(Extracted data entries)
________

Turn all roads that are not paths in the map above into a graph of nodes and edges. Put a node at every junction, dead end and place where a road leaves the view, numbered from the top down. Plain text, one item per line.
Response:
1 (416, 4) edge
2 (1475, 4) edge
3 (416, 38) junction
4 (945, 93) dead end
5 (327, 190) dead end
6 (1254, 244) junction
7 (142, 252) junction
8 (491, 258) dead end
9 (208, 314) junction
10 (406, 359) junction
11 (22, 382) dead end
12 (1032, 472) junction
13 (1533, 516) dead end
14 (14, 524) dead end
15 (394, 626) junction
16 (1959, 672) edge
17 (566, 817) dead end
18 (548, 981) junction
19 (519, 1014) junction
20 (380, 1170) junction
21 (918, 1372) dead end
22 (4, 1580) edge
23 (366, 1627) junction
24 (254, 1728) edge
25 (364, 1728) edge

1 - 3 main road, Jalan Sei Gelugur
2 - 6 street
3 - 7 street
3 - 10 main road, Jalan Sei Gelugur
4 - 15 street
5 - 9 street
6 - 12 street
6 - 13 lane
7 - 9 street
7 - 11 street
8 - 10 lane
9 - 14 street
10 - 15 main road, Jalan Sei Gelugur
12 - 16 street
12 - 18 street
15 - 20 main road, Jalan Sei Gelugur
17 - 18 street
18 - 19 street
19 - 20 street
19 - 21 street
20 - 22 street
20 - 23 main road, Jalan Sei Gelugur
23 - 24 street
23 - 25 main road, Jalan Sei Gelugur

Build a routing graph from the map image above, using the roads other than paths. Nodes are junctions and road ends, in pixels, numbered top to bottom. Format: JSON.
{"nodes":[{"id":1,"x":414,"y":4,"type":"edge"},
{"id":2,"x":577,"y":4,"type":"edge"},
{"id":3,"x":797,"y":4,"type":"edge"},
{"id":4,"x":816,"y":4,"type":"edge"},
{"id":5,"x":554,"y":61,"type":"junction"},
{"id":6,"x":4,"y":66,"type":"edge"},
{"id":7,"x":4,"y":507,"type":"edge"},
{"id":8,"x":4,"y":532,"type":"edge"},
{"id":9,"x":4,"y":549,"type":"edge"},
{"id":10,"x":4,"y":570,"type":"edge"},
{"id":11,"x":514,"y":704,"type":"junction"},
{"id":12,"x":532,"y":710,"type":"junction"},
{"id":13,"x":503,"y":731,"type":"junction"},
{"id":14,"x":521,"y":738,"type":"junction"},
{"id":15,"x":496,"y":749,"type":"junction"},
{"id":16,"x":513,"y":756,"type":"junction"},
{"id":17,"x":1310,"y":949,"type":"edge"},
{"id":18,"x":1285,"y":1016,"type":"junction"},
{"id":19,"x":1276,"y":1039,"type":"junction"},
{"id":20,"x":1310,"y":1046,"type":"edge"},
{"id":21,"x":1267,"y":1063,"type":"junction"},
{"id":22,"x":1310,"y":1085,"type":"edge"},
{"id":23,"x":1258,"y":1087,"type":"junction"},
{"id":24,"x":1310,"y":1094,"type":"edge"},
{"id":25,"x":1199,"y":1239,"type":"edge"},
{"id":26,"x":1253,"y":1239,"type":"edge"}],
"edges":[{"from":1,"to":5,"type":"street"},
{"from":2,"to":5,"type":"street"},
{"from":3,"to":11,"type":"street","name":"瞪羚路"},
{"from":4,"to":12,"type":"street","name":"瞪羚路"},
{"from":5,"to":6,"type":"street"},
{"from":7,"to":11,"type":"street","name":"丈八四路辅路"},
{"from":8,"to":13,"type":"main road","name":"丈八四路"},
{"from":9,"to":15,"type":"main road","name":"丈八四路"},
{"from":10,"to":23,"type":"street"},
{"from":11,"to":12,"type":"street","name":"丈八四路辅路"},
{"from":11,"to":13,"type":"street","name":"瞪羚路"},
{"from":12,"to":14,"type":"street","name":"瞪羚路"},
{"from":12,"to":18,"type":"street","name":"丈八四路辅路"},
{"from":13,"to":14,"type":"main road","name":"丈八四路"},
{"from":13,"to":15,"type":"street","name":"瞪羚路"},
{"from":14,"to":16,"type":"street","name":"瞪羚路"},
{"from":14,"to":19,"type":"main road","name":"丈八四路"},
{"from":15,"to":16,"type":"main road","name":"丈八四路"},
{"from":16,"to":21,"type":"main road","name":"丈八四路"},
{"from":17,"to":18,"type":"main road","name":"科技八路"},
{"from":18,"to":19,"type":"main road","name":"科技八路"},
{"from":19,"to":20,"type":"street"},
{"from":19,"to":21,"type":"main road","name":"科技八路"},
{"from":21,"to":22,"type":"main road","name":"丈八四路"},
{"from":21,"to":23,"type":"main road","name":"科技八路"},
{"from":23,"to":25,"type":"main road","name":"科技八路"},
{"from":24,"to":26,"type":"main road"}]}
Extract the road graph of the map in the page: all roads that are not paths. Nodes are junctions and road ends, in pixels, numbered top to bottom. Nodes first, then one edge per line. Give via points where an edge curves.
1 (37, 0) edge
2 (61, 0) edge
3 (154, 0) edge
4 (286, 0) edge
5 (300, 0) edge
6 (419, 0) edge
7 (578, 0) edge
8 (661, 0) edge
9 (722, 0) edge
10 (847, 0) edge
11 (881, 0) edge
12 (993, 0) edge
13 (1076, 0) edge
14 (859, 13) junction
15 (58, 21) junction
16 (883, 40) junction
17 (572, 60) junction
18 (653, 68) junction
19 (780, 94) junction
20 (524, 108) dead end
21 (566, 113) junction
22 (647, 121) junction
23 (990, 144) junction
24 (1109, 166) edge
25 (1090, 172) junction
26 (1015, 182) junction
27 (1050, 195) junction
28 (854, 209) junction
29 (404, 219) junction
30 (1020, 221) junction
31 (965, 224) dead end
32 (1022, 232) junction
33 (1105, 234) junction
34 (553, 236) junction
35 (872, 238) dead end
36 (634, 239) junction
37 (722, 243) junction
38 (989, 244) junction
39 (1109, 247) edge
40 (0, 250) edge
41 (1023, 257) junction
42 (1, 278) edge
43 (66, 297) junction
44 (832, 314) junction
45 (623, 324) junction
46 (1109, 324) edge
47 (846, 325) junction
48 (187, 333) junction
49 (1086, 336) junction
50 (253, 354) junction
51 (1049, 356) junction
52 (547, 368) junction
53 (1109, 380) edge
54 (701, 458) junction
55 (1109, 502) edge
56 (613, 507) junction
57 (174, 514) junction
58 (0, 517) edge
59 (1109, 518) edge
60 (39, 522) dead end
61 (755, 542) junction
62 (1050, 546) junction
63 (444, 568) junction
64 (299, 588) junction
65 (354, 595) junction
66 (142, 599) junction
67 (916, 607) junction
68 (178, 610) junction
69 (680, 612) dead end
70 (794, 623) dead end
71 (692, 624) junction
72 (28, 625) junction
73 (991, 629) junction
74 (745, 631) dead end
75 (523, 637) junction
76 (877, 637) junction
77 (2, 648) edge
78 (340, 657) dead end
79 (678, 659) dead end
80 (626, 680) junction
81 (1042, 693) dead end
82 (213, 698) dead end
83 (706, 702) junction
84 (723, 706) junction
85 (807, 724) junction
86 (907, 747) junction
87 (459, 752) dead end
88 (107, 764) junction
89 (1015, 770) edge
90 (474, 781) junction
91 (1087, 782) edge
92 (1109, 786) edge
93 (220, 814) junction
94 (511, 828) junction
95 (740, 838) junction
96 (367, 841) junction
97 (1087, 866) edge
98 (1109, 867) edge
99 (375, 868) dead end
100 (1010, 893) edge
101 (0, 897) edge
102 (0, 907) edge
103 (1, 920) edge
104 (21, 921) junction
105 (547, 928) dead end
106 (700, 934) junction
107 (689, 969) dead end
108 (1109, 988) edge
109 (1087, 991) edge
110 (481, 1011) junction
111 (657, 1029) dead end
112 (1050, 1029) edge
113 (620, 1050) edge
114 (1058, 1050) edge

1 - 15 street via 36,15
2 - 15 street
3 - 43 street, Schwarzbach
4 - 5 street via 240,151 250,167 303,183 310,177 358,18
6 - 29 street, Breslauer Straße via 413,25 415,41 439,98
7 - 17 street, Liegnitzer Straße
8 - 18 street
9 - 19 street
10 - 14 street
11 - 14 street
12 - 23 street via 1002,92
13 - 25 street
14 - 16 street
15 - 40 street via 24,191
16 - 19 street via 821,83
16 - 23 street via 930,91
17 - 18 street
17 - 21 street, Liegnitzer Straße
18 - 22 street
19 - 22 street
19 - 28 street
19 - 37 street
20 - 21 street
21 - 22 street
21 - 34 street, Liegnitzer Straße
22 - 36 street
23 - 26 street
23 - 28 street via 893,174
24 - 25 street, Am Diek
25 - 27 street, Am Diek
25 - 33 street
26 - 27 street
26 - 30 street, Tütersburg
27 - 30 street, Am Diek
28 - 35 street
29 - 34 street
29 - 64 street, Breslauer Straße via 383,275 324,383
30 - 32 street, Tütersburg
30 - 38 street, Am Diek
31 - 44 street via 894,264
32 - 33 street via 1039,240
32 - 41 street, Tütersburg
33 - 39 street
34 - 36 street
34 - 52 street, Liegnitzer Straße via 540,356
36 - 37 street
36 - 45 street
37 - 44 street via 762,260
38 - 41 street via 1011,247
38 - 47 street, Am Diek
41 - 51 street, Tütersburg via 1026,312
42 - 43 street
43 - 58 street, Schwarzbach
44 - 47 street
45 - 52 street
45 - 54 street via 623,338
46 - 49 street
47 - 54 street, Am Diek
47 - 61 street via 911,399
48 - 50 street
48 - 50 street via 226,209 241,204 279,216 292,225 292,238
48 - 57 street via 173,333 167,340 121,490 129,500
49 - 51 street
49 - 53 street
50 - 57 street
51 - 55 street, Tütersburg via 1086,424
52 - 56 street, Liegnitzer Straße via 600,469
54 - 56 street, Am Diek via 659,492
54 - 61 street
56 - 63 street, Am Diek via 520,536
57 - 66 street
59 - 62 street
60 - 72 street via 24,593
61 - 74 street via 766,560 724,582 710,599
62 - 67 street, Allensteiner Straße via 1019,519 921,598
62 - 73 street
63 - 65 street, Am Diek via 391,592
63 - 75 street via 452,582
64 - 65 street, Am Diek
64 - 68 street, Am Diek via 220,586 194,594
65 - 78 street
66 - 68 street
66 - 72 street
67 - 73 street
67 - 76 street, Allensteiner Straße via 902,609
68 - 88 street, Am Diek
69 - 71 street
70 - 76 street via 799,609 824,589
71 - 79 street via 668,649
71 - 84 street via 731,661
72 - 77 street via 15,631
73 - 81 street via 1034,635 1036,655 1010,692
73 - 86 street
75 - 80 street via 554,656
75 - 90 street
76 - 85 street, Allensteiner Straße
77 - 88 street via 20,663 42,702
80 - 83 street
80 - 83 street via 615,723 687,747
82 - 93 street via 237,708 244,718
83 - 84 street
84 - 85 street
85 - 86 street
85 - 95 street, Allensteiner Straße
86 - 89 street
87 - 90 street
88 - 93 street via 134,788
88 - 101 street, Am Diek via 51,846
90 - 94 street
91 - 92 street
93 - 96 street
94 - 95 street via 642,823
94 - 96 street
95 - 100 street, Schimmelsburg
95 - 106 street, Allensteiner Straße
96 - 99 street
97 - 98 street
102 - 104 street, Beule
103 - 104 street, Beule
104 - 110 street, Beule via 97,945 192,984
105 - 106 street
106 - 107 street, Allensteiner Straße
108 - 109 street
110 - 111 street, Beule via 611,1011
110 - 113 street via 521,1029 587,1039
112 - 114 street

________

Read through the entries, then copy every line where the string "Liegnitzer" is found.

7 - 17 street, Liegnitzer Straße
17 - 21 street, Liegnitzer Straße
21 - 34 street, Liegnitzer Straße
34 - 52 street, Liegnitzer Straße via 540,356
52 - 56 street, Liegnitzer Straße via 600,469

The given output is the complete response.